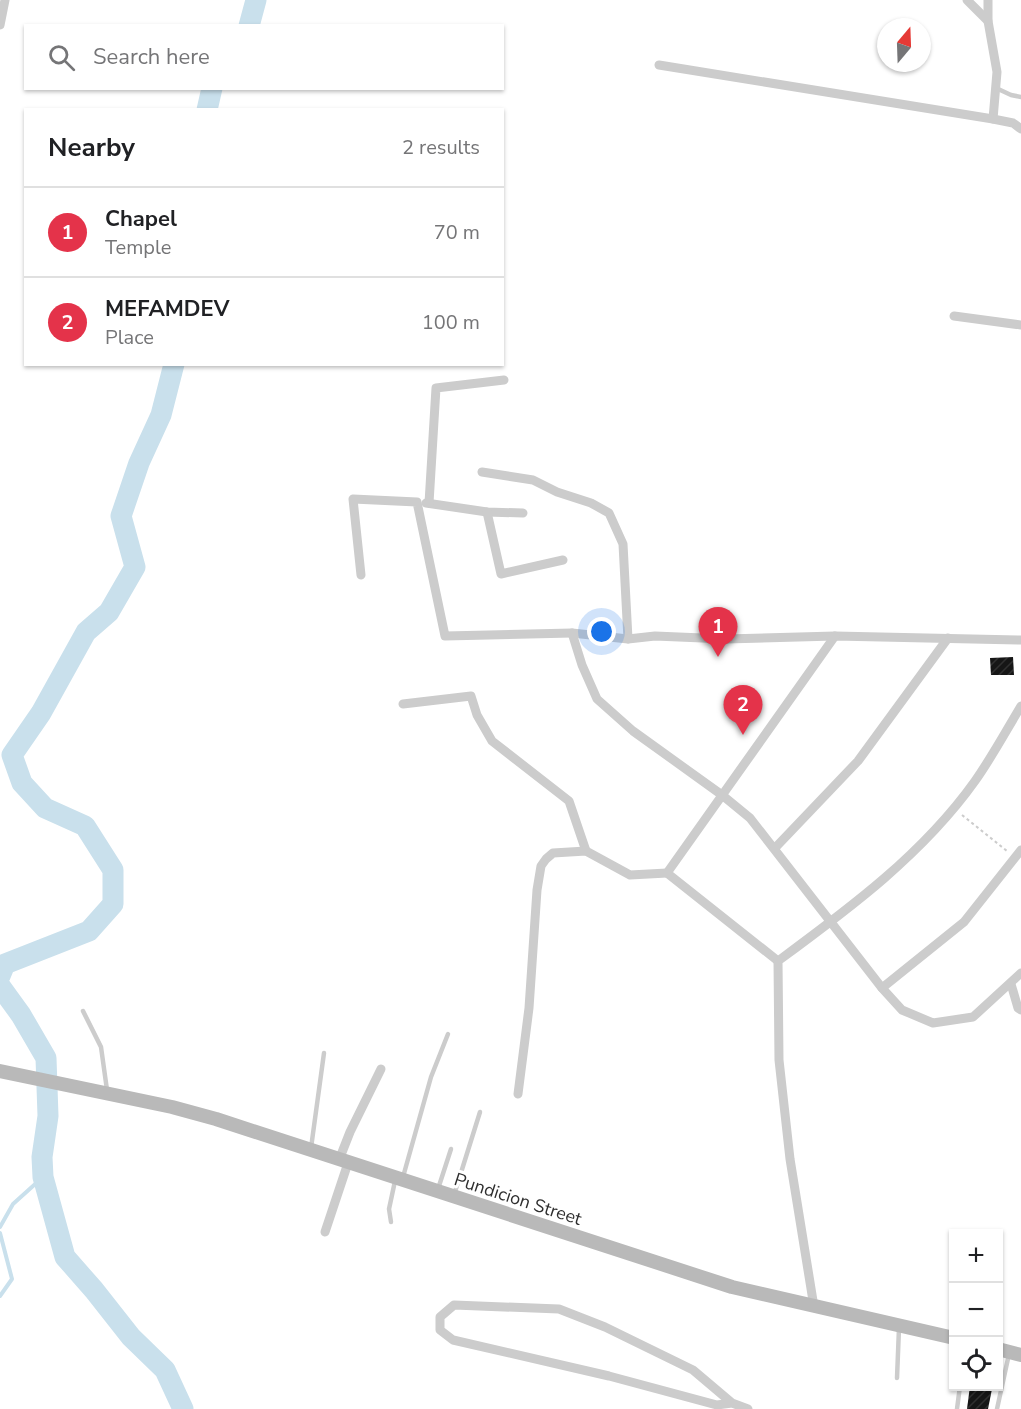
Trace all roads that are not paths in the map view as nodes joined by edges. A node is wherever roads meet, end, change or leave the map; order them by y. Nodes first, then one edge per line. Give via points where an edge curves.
1 (5, 0) edge
2 (967, 0) edge
3 (988, 0) edge
4 (988, 21) junction
5 (0, 25) edge
6 (659, 65) dead end
7 (996, 88) junction
8 (1021, 97) edge
9 (993, 119) junction
10 (1021, 129) edge
11 (954, 316) dead end
12 (1021, 325) edge
13 (504, 380) dead end
14 (482, 472) dead end
15 (417, 502) junction
16 (429, 503) junction
17 (487, 512) junction
18 (523, 513) dead end
19 (563, 560) dead end
20 (361, 575) dead end
21 (572, 633) junction
22 (835, 636) junction
23 (948, 638) junction
24 (628, 639) junction
25 (1021, 640) edge
26 (403, 704) dead end
27 (1021, 706) edge
28 (722, 795) junction
29 (775, 849) junction
30 (586, 851) junction
31 (1018, 854) edge
32 (667, 873) junction
33 (831, 922) junction
34 (778, 961) junction
35 (1021, 973) edge
36 (1011, 984) junction
37 (882, 987) junction
38 (1021, 1010) edge
39 (83, 1011) dead end
40 (448, 1034) dead end
41 (324, 1053) dead end
42 (381, 1069) dead end
43 (6, 1072) edge
44 (107, 1093) junction
45 (518, 1094) dead end
46 (480, 1112) dead end
47 (451, 1149) dead end
48 (311, 1150) junction
49 (343, 1161) junction
50 (399, 1179) junction
51 (437, 1192) junction
52 (453, 1197) junction
53 (391, 1222) dead end
54 (324, 1232) dead end
55 (814, 1307) junction
56 (899, 1325) junction
57 (950, 1337) edge
58 (1010, 1352) edge
59 (1003, 1373) edge
60 (897, 1378) dead end
61 (959, 1391) edge
62 (999, 1391) edge
63 (732, 1403) junction
64 (717, 1407) edge
65 (748, 1409) edge
66 (957, 1409) edge
67 (997, 1409) edge

1 - 5 street
2 - 4 street
3 - 4 street
4 - 7 street via 998,72
6 - 9 street
7 - 8 lane
7 - 9 street
9 - 10 street
11 - 12 street
13 - 16 street via 436,388
14 - 24 street via 533,480 609,513 623,544
15 - 16 street
15 - 20 street via 353,499
15 - 21 street via 446,636
16 - 17 street
17 - 18 street
17 - 19 street via 501,574
21 - 24 street
21 - 28 street via 597,699 633,731
22 - 23 street
22 - 24 street
22 - 28 street
23 - 25 street
23 - 29 street via 858,761
26 - 30 street via 471,696 492,741 569,801
27 - 33 street via 975,781 937,827 890,874
28 - 29 street via 750,818
28 - 32 street
29 - 33 street
30 - 32 street via 630,875
30 - 45 street via 553,853 541,866
31 - 37 street via 964,922
32 - 34 street
33 - 34 street
33 - 37 street
34 - 55 street via 779,1060
35 - 36 street
36 - 37 street via 973,1017 933,1023 902,1010
36 - 38 street
39 - 44 lane via 100,1047
40 - 50 lane
41 - 48 lane
42 - 49 street via 350,1132
43 - 44 main road, Pundicion Street
44 - 48 main road, Pundicion Street via 216,1119
46 - 52 lane
47 - 51 lane
48 - 49 main road, Pundicion Street
49 - 50 main road, Pundicion Street
49 - 54 street
50 - 51 main road, Pundicion Street
50 - 53 lane via 390,1209
51 - 52 main road, Pundicion Street
52 - 55 main road, Pundicion Street via 732,1287
55 - 56 main road, Pundicion Street
56 - 57 main road, Pundicion Street
56 - 60 lane
58 - 59 lane
61 - 66 lane
62 - 67 lane
63 - 64 street
63 - 64 street via 693,1370 559,1309 454,1305 440,1317 440,1330 453,1340 609,1376
63 - 65 street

- [Task prompt]
Retype word for word all the material given above, and keep the pictures out.

- [Response area]
Trace all roads that are not paths in the map view as nodes joined by edges. A node is wherever roads meet, end, change or leave the map; order them by y. Nodes first, then one edge per line. Give via points where an edge curves.
1 (5, 0) edge
2 (967, 0) edge
3 (988, 0) edge
4 (988, 21) junction
5 (0, 25) edge
6 (659, 65) dead end
7 (996, 88) junction
8 (1021, 97) edge
9 (993, 119) junction
10 (1021, 129) edge
11 (954, 316) dead end
12 (1021, 325) edge
13 (504, 380) dead end
14 (482, 472) dead end
15 (417, 502) junction
16 (429, 503) junction
17 (487, 512) junction
18 (523, 513) dead end
19 (563, 560) dead end
20 (361, 575) dead end
21 (572, 633) junction
22 (835, 636) junction
23 (948, 638) junction
24 (628, 639) junction
25 (1021, 640) edge
26 (403, 704) dead end
27 (1021, 706) edge
28 (722, 795) junction
29 (775, 849) junction
30 (586, 851) junction
31 (1018, 854) edge
32 (667, 873) junction
33 (831, 922) junction
34 (778, 961) junction
35 (1021, 973) edge
36 (1011, 984) junction
37 (882, 987) junction
38 (1021, 1010) edge
39 (83, 1011) dead end
40 (448, 1034) dead end
41 (324, 1053) dead end
42 (381, 1069) dead end
43 (6, 1072) edge
44 (107, 1093) junction
45 (518, 1094) dead end
46 (480, 1112) dead end
47 (451, 1149) dead end
48 (311, 1150) junction
49 (343, 1161) junction
50 (399, 1179) junction
51 (437, 1192) junction
52 (453, 1197) junction
53 (391, 1222) dead end
54 (324, 1232) dead end
55 (814, 1307) junction
56 (899, 1325) junction
57 (950, 1337) edge
58 (1010, 1352) edge
59 (1003, 1373) edge
60 (897, 1378) dead end
61 (959, 1391) edge
62 (999, 1391) edge
63 (732, 1403) junction
64 (717, 1407) edge
65 (748, 1409) edge
66 (957, 1409) edge
67 (997, 1409) edge

1 - 5 street
2 - 4 street
3 - 4 street
4 - 7 street via 998,72
6 - 9 street
7 - 8 lane
7 - 9 street
9 - 10 street
11 - 12 street
13 - 16 street via 436,388
14 - 24 street via 533,480 609,513 623,544
15 - 16 street
15 - 20 street via 353,499
15 - 21 street via 446,636
16 - 17 street
17 - 18 street
17 - 19 street via 501,574
21 - 24 street
21 - 28 street via 597,699 633,731
22 - 23 street
22 - 24 street
22 - 28 street
23 - 25 street
23 - 29 street via 858,761
26 - 30 street via 471,696 492,741 569,801
27 - 33 street via 975,781 937,827 890,874
28 - 29 street via 750,818
28 - 32 street
29 - 33 street
30 - 32 street via 630,875
30 - 45 street via 553,853 541,866
31 - 37 street via 964,922
32 - 34 street
33 - 34 street
33 - 37 street
34 - 55 street via 779,1060
35 - 36 street
36 - 37 street via 973,1017 933,1023 902,1010
36 - 38 street
39 - 44 lane via 100,1047
40 - 50 lane
41 - 48 lane
42 - 49 street via 350,1132
43 - 44 main road, Pundicion Street
44 - 48 main road, Pundicion Street via 216,1119
46 - 52 lane
47 - 51 lane
48 - 49 main road, Pundicion Street
49 - 50 main road, Pundicion Street
49 - 54 street
50 - 51 main road, Pundicion Street
50 - 53 lane via 390,1209
51 - 52 main road, Pundicion Street
52 - 55 main road, Pundicion Street via 732,1287
55 - 56 main road, Pundicion Street
56 - 57 main road, Pundicion Street
56 - 60 lane
58 - 59 lane
61 - 66 lane
62 - 67 lane
63 - 64 street
63 - 64 street via 693,1370 559,1309 454,1305 440,1317 440,1330 453,1340 609,1376
63 - 65 street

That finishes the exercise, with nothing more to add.